Playbooks: The smart contract language of the Filament Hub. A declarative language, allowing builders to design incentives, combining on and off-chain data sources for defining value flow and distribution. Playbooks can be shared and provide templates that make functional airdrops easily repeatable.

Outposts: These are Smart contracts deployed on various platforms that interact with the Filament Hub. They manage funds and provide the primitives for programmatic emissions.

Filament will also provide APIs, dashboards, and SDKs to make designing, deploying, and analyzing campaigns intuitive.

Trajectory

The following section provides a trajectory toward a fully decentralized network operated by a permissionless set of actors.
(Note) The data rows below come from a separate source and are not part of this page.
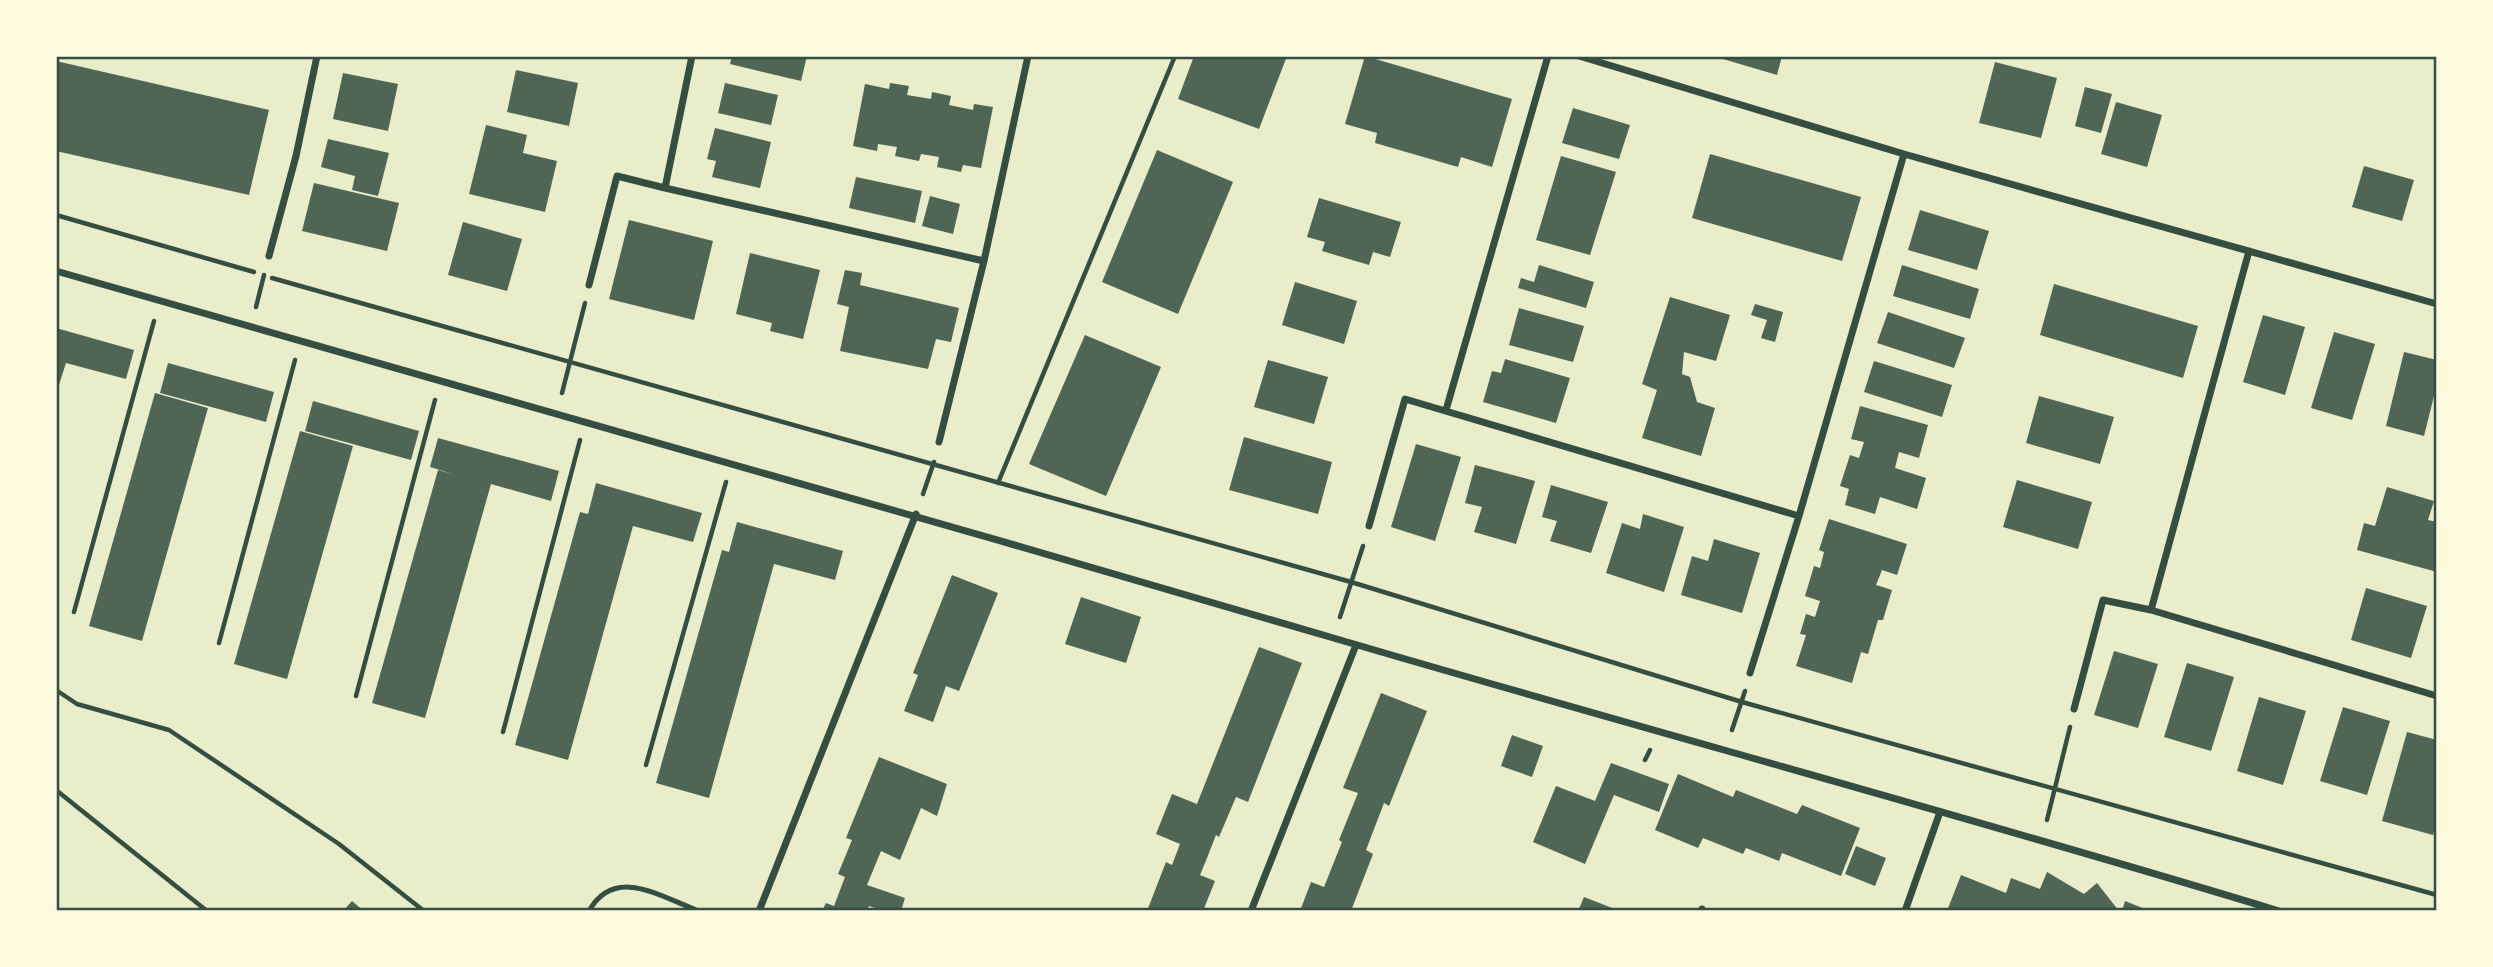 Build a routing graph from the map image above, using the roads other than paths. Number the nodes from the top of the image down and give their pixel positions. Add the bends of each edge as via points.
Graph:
1 (317, 56) edge
2 (692, 56) edge
3 (1028, 56) edge
4 (1548, 56) edge
5 (1579, 56) edge
6 (1904, 154) junction
7 (665, 188) junction
8 (2249, 251) junction
9 (269, 256) road end
10 (984, 261) junction
11 (56, 271) edge
12 (589, 285) road end
13 (2437, 304) edge
14 (1446, 410) junction
15 (939, 442) dead end
16 (916, 514) junction
17 (1799, 516) junction
18 (1369, 526) road end
19 (2151, 610) junction
20 (1356, 645) junction
21 (1750, 673) road end
22 (2437, 696) edge
23 (2074, 709) road end
24 (1940, 812) junction
25 (589, 911) edge
26 (699, 911) edge
27 (760, 911) edge
28 (1251, 911) edge
29 (1905, 911) edge
30 (2279, 911) edge

1 - 9 street
2 - 7 street
3 - 10 street
4 - 14 street
5 - 6 street
6 - 8 street
6 - 17 street
7 - 10 street
7 - 12 street via 617,176
8 - 13 street
8 - 19 street
10 - 15 street
11 - 16 street
14 - 17 street
14 - 18 street via 1405,399
16 - 20 street
16 - 27 street
17 - 21 street
19 - 22 street
19 - 23 street via 2103,600
20 - 24 street
20 - 28 street
24 - 29 street
24 - 30 street
25 - 26 lane via 604,892 623,886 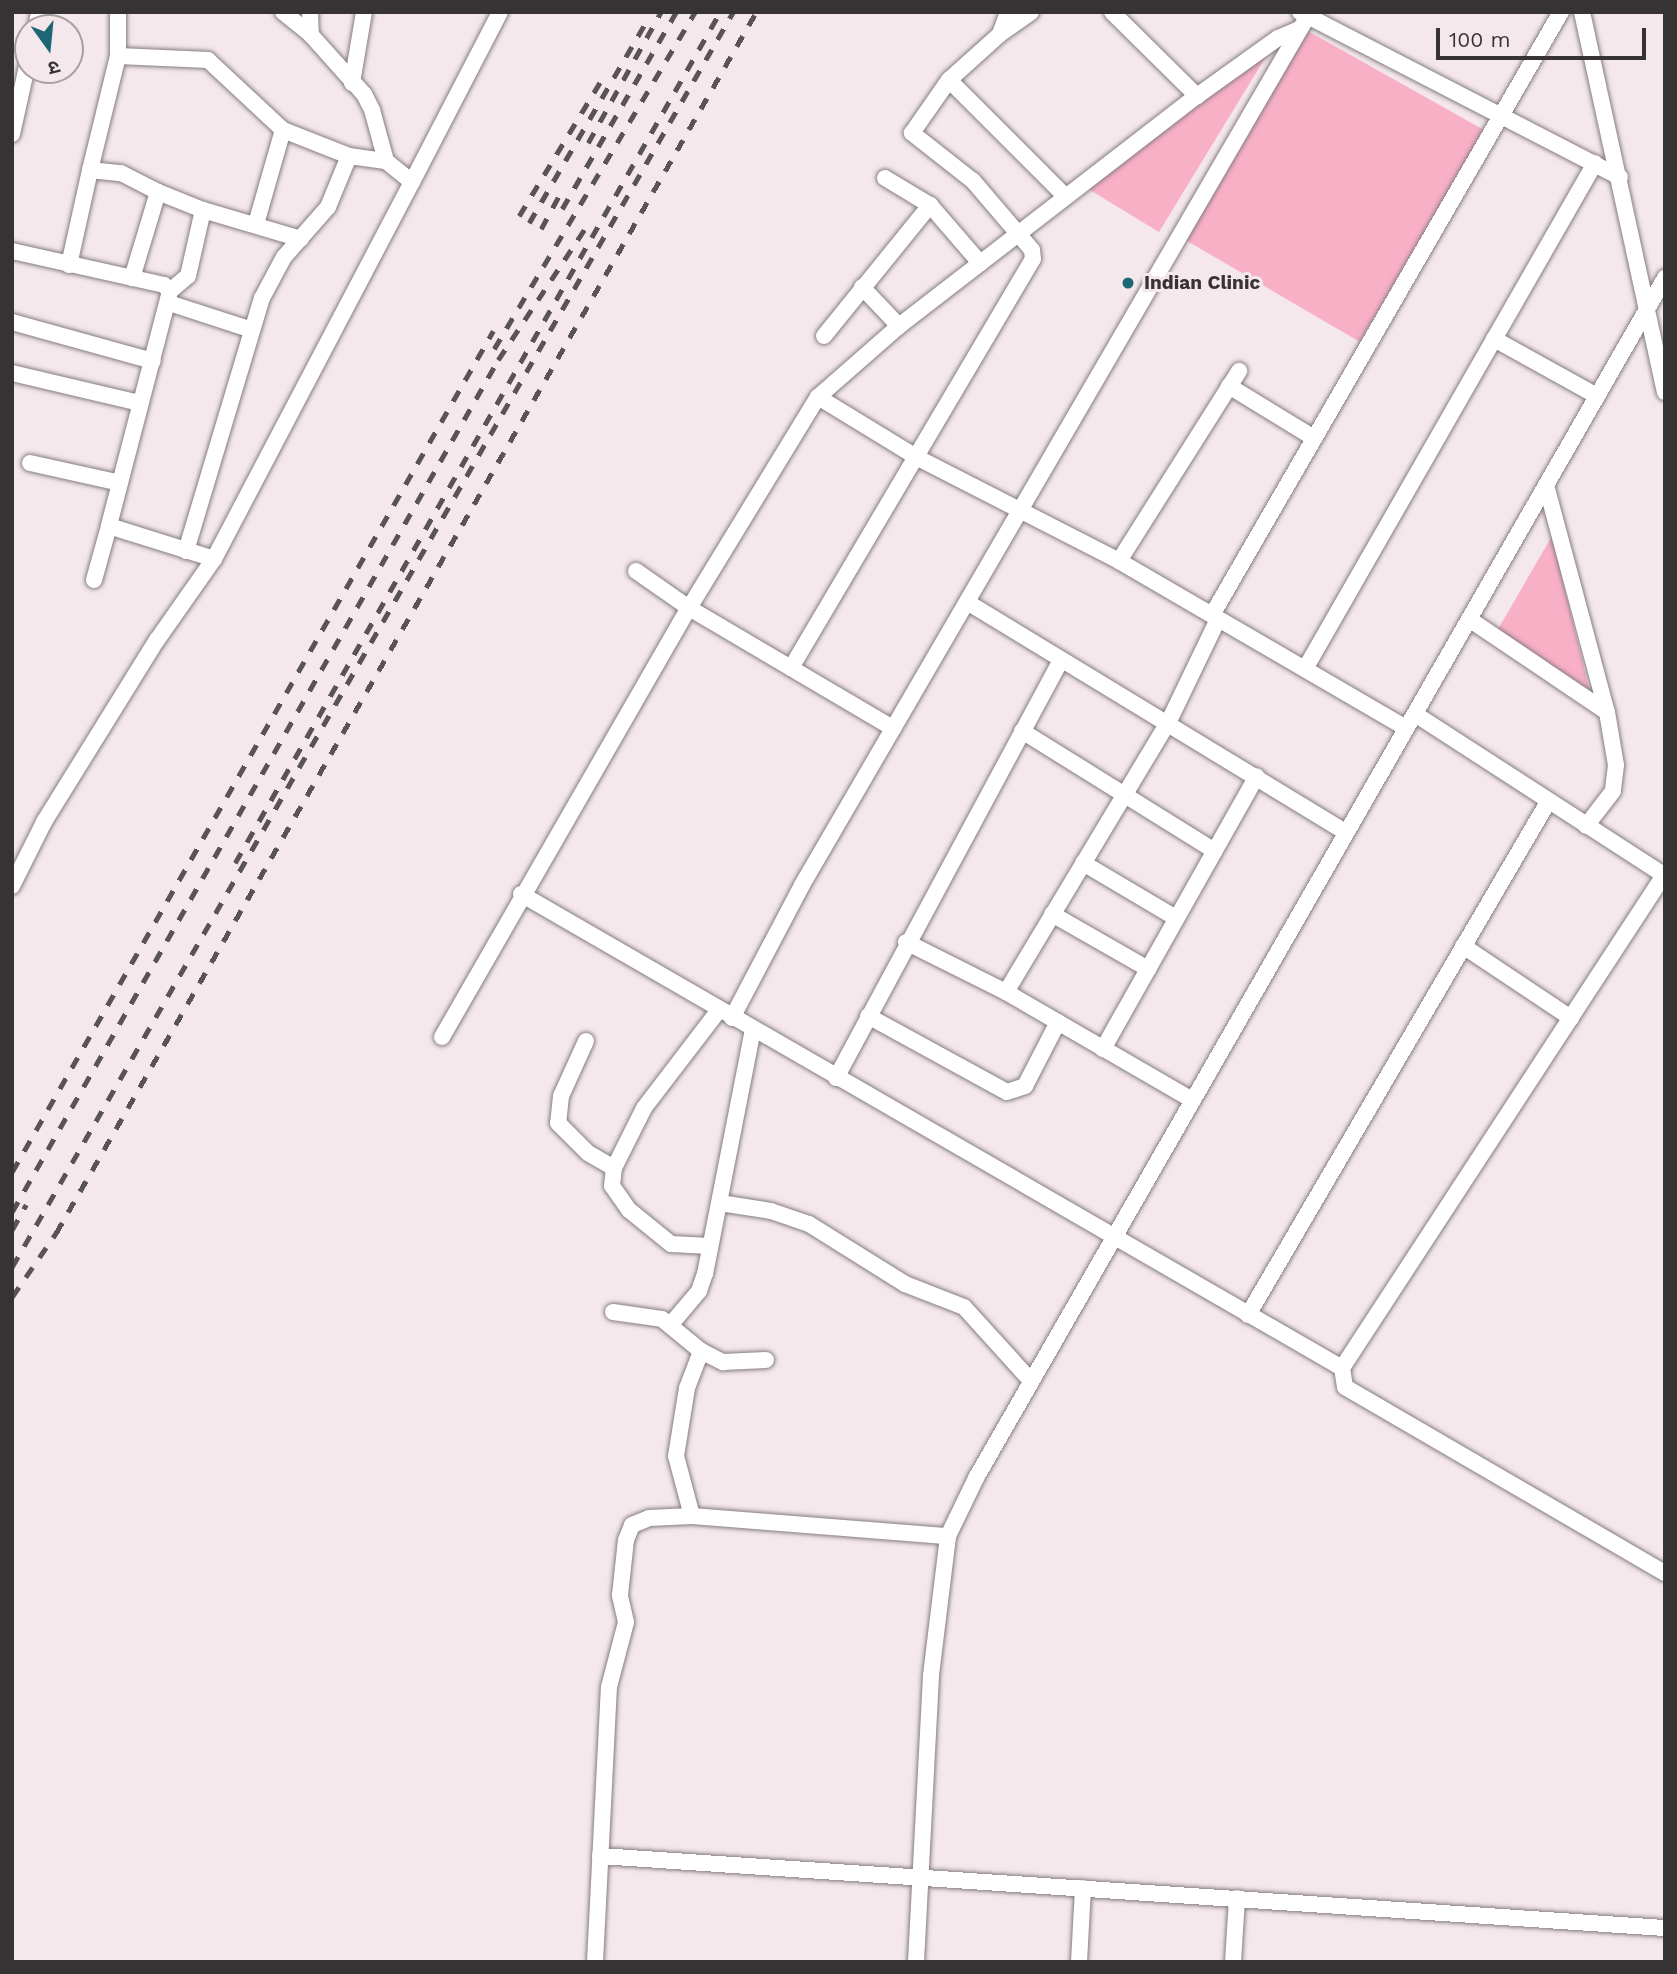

The network will use a native token to bootstrap participation and move towards a supply chain sustained by fees and commission. The roadmap will proceed in three stages: heat, ignition, and finally, combustion:

Heat

Establish the core protocol interfaces. The system will be restricted for both Campaigner and Stakers but will be open for Participants. Campaigners run campaigns in exchange for Filament Points which will be passed on to their users. Stakers will bootstrap governance in exchange for native incentives.

Ignition

The Mainnet will launch with stable interfaces that are ready to operate production interactions without significant trust assumptions. A native token will be issued and distributed to early contributors. Stakers will be subsidized with emissions.

Combustion

A Fully operational system with permissionless Campaigners, Stakers, and Participants. Outposts will be deployed on multiple networks, providing access to larger campaign audiences. Campaigners will be able to elect alternative staking positions, such as LP token holders, to align campaign outcomes with more diverse sets of actors. The commission will be paid to Stakers.

Conclusion

Filament has a vision for Web3, where communities are durable and thrive. Tokens offer immense potential but come with significant challenges. Bootstrapping a community with financial incentives is difficult, and existing tools are not able to solve the problem.
Airdrops can work if we accept the reality that targeting productive behavior is a social process. Filament provides a new set of tools that make targeting easier and conflict resolution possible. Protocols can avoid community backlash and allocate their token supply with confidence by providing a process of ratifying social consensus. Ultimately, tokens should be distributed and communities should be decentralized to provide new forms of ownership. This is the purpose of Web3.